**INPUT DATA**
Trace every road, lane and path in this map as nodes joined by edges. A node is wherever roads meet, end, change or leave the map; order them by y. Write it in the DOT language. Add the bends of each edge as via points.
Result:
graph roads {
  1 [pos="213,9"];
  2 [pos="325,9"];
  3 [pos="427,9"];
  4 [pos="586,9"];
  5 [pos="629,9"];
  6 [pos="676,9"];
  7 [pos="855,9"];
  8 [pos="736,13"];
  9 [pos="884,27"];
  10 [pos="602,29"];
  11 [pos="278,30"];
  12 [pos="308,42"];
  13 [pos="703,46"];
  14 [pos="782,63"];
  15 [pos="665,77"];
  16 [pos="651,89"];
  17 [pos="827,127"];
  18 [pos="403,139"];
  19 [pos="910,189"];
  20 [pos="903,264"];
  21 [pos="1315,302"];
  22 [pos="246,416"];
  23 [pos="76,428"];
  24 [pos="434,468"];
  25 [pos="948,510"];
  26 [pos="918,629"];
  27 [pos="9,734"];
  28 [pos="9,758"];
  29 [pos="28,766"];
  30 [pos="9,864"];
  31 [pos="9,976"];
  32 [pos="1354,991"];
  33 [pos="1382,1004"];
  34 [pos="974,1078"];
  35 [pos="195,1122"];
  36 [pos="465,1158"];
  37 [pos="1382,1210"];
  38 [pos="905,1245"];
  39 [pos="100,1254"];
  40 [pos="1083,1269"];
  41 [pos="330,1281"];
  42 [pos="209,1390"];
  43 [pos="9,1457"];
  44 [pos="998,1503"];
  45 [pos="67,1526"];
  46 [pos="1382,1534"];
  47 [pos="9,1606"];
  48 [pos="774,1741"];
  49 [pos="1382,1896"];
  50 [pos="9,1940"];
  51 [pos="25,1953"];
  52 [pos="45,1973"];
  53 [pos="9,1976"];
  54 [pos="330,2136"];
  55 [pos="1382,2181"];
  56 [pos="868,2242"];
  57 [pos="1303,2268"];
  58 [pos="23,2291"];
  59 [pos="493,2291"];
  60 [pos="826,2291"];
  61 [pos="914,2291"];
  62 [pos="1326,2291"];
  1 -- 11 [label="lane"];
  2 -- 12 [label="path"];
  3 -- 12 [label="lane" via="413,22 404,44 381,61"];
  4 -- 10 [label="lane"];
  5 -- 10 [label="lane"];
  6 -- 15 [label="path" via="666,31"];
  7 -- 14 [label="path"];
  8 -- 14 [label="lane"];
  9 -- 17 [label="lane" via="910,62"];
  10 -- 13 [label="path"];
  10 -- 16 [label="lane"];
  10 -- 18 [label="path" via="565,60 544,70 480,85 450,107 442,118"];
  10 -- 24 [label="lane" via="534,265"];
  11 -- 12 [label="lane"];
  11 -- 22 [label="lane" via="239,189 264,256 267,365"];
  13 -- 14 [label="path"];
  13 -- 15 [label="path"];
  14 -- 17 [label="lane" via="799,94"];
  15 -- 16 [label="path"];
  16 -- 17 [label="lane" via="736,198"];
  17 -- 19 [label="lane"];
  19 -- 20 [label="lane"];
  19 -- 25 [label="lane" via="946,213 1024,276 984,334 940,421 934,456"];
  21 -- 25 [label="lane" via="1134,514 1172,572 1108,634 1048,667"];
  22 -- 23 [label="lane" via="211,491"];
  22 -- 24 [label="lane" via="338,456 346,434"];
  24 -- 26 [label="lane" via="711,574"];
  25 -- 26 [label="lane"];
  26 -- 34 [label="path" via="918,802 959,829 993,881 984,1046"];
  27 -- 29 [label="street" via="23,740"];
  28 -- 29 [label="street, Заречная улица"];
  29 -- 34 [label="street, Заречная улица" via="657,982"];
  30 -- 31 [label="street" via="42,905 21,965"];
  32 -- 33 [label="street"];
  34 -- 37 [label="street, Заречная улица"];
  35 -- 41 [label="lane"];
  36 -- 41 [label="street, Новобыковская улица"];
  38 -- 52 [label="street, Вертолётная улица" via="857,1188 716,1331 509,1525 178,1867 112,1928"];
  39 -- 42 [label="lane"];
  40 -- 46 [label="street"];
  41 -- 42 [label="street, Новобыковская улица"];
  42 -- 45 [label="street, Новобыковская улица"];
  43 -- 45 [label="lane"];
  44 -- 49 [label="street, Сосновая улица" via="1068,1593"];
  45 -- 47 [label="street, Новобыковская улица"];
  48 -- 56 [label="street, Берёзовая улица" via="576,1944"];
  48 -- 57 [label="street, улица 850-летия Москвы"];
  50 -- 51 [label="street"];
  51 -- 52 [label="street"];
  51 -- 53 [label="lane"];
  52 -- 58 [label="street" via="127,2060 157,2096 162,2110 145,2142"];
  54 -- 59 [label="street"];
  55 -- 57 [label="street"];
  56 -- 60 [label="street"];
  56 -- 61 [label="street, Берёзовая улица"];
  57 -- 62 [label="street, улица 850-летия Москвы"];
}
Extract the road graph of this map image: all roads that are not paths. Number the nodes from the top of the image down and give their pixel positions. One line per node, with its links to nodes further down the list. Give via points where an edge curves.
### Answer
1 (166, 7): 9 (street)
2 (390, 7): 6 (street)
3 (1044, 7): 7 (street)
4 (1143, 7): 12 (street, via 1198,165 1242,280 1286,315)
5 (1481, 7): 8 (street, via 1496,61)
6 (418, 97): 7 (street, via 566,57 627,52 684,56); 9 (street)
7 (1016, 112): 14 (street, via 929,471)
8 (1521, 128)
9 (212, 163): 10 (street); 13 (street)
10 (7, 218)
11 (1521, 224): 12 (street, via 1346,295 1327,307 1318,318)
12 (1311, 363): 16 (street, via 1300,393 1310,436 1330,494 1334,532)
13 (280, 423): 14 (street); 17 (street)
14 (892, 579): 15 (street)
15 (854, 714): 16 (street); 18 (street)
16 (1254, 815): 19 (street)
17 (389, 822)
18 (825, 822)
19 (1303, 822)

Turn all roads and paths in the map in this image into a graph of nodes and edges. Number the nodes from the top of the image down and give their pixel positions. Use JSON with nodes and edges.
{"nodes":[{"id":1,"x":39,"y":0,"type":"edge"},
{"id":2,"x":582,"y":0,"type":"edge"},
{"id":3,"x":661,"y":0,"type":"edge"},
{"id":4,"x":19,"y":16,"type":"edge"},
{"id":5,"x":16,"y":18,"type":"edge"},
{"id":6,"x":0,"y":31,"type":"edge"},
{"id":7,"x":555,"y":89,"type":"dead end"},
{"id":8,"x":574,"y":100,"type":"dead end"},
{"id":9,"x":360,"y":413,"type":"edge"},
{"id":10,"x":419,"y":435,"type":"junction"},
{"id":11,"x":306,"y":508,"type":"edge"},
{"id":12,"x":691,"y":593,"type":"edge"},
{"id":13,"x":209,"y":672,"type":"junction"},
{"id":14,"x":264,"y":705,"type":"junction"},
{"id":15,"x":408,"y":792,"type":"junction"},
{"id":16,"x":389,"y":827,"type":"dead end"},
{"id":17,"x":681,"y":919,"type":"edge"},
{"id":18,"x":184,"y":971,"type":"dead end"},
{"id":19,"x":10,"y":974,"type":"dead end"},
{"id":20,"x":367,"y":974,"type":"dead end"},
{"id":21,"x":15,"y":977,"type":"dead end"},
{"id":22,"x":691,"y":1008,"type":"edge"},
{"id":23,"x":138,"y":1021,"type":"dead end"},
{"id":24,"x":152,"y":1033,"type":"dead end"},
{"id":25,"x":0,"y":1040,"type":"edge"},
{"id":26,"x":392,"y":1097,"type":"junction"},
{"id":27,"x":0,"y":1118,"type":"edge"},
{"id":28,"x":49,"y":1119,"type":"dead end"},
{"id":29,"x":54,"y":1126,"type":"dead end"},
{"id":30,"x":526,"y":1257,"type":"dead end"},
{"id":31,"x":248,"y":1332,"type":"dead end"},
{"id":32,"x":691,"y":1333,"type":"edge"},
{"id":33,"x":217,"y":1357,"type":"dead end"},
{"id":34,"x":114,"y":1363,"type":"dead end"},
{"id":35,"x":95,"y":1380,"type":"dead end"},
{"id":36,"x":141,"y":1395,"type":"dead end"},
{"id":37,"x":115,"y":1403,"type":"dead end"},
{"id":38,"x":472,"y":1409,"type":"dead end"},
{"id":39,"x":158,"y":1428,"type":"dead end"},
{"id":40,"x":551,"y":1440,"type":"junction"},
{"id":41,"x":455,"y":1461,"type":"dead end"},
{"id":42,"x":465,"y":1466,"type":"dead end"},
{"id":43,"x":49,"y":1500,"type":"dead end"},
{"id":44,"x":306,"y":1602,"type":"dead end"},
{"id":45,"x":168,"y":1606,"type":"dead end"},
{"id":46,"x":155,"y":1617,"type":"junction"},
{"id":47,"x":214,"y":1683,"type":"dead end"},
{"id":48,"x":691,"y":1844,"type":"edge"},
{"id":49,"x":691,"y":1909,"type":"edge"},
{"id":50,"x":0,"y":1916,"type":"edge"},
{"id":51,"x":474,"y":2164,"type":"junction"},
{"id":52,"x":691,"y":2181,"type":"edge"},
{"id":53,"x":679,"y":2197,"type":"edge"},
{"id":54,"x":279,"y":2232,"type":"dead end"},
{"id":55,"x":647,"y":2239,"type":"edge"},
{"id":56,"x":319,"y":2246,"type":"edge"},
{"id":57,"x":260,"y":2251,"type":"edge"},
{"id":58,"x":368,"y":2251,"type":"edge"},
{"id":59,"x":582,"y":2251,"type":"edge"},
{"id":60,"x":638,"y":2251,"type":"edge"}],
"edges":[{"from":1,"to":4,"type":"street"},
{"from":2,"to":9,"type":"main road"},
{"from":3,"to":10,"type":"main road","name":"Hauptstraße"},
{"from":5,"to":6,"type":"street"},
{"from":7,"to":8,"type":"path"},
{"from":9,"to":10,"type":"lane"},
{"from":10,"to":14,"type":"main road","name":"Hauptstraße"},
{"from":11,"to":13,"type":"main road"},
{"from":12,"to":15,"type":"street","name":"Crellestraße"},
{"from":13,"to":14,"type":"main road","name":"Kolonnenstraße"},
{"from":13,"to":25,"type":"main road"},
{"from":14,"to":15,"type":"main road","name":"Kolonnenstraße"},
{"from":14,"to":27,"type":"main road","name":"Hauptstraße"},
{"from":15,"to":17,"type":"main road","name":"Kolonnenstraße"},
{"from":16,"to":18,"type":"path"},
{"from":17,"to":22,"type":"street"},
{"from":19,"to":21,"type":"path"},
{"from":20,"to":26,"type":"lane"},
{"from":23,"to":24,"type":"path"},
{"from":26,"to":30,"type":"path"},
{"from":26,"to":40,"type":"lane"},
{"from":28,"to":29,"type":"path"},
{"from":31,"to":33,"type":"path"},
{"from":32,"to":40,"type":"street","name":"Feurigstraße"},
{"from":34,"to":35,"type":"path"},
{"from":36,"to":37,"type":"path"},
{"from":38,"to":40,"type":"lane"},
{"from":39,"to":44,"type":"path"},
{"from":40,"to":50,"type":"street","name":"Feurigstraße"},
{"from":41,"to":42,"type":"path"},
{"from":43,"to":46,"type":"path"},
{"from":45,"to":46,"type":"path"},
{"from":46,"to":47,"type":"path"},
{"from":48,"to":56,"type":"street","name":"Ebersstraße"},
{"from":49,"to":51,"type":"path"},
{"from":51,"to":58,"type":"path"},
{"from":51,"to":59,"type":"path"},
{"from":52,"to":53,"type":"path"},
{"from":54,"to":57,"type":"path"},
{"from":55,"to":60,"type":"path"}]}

**AIM OF THE EXERCISE**
Return each line of the data where the word "Hauptstraße" appears.

**ANSWER SPACE**
{"from":3,"to":10,"type":"main road","name":"Hauptstraße"},
{"from":10,"to":14,"type":"main road","name":"Hauptstraße"},
{"from":14,"to":27,"type":"main road","name":"Hauptstraße"},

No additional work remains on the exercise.